I don't think concurrency is the main reason. It has more to do with
the complexity involved in keeping the surrounding scope (local
variables on the stack) alive for an _indefinite amount of time after
the invocation of a method_. For mutations of references or POD values
in the surrounding scope this scope would need to stay around for as
long as the inner / anonymous class instance lives. In this case

public Runnable sample(int count) {
return new Runnable() {
public void run() {
while ( count > 0 ) {
--count;
}
}
};
}

variable "count" would need to be assignable at least as long as the
created instance lives. Same for any local variable declared inside the
method body. If it weren't we would not have proper closure semantics
(e.g. when returning two instances which refer the same variable from
the scope). Since the scope need to be kept for longer, it cannot
reside on the stack. That would introduce two different ways of local
variable access: one via the stack and one via some reference on the
heap. I guess since variable access is such a fundamental feature
language designers did not want to introduce this type of complexity.
(There could also be performance issues lurking.)

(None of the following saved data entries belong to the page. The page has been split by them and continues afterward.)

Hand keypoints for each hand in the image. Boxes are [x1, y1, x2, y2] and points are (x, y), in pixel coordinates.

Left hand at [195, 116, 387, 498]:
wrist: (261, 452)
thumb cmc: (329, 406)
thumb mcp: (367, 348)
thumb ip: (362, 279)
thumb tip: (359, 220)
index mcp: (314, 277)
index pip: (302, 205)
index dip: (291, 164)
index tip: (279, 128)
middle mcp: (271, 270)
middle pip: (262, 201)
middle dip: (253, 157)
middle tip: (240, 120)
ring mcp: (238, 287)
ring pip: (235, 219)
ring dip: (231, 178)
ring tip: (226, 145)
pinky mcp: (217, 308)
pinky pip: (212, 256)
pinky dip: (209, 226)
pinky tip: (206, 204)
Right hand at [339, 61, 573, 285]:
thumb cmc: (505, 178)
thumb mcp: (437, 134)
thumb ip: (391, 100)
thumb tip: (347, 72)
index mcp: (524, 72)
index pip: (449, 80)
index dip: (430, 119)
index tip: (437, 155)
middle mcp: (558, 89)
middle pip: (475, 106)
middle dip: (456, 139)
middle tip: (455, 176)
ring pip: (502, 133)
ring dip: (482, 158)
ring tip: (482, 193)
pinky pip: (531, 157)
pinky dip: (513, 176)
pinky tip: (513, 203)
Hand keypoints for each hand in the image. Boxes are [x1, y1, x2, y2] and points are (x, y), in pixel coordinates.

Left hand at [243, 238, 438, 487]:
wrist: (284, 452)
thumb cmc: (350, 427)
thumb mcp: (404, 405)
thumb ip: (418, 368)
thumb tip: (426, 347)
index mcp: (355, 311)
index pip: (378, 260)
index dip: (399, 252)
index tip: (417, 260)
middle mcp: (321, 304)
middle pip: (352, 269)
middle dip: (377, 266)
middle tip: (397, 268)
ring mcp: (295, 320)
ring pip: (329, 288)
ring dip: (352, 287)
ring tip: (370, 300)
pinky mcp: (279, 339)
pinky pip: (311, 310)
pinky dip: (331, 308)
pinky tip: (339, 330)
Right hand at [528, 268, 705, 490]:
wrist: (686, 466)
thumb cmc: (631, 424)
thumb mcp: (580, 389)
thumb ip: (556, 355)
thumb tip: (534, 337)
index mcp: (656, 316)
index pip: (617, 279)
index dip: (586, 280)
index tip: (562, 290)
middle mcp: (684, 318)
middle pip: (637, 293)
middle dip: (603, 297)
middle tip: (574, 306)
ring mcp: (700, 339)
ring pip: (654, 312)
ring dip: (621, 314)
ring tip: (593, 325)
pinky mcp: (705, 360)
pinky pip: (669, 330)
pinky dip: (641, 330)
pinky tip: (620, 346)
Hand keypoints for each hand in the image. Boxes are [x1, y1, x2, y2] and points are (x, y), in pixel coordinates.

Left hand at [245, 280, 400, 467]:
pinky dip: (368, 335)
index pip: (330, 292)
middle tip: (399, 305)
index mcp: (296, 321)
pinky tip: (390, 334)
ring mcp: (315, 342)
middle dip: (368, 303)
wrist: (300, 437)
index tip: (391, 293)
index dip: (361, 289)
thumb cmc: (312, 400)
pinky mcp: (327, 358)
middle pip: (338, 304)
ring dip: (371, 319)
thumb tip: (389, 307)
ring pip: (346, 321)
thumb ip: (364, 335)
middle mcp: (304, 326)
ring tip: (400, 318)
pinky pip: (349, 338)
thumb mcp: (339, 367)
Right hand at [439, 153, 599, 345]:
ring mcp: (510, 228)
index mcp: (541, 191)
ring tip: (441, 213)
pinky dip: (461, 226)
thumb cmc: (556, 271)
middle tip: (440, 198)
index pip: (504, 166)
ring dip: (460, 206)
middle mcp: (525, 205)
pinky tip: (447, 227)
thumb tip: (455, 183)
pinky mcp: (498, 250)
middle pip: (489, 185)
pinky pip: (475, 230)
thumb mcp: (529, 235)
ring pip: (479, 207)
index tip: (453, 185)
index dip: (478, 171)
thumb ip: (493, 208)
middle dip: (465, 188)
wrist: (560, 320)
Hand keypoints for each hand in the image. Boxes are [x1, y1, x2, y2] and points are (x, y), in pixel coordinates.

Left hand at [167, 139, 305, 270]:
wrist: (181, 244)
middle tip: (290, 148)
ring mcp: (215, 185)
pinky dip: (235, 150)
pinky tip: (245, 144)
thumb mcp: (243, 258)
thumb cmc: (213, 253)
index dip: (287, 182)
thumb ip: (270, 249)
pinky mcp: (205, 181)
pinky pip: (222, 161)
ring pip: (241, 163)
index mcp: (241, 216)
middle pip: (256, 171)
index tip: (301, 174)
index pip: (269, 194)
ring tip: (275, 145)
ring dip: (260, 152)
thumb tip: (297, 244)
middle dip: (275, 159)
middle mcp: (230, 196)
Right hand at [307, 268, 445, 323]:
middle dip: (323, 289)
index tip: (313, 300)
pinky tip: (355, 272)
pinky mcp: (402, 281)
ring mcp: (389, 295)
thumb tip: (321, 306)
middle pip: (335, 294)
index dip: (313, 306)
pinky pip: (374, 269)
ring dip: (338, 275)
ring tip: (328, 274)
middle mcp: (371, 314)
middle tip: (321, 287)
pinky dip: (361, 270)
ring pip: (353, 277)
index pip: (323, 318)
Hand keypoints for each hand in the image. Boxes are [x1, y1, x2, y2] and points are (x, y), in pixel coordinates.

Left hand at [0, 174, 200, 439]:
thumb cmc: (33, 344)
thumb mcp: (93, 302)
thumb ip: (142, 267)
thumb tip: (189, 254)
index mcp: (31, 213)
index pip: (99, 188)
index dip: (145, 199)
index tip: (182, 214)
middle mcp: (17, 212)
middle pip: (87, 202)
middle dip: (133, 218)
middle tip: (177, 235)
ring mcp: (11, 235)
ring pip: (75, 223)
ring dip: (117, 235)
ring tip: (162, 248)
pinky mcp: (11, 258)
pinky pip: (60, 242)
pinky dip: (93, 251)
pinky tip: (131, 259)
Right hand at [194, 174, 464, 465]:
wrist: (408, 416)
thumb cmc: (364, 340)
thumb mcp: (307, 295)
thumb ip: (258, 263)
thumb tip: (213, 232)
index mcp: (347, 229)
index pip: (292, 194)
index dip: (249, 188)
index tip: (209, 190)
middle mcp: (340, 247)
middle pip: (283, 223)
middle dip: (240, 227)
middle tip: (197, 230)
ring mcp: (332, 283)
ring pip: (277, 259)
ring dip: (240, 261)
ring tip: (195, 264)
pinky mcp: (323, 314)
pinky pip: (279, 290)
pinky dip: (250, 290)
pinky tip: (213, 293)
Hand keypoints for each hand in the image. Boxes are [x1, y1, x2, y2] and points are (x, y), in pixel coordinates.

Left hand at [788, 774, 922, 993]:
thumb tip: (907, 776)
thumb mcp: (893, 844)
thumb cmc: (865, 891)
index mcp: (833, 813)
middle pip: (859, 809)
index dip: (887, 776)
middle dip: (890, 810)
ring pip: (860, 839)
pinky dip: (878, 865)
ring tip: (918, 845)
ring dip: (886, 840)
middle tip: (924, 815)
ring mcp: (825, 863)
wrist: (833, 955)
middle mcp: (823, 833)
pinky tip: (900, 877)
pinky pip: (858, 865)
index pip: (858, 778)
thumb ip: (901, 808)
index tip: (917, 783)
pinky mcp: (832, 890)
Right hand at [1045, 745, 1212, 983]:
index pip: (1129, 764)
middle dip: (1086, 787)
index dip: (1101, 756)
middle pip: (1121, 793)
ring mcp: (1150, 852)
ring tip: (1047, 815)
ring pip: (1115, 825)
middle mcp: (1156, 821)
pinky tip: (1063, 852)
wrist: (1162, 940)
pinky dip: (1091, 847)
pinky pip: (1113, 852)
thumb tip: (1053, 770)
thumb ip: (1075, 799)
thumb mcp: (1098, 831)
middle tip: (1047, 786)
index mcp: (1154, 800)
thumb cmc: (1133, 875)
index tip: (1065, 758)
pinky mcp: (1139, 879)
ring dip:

With "final" variables it's easy: just copy all used values or
references in hidden member variables of the created instance and be
done. Because original variables are final the scope does not need to
be kept around: since state of variables in the scope cannot change both
values cannot digress. And actually this is what is happening, as you
can see when disassembling code.

Example at github because the disassembly output is quite long.
https://gist.github.com/4478864

The member is declared in line 140 and the constructor in 146. Also you
can see that the value of this field is used in line 195.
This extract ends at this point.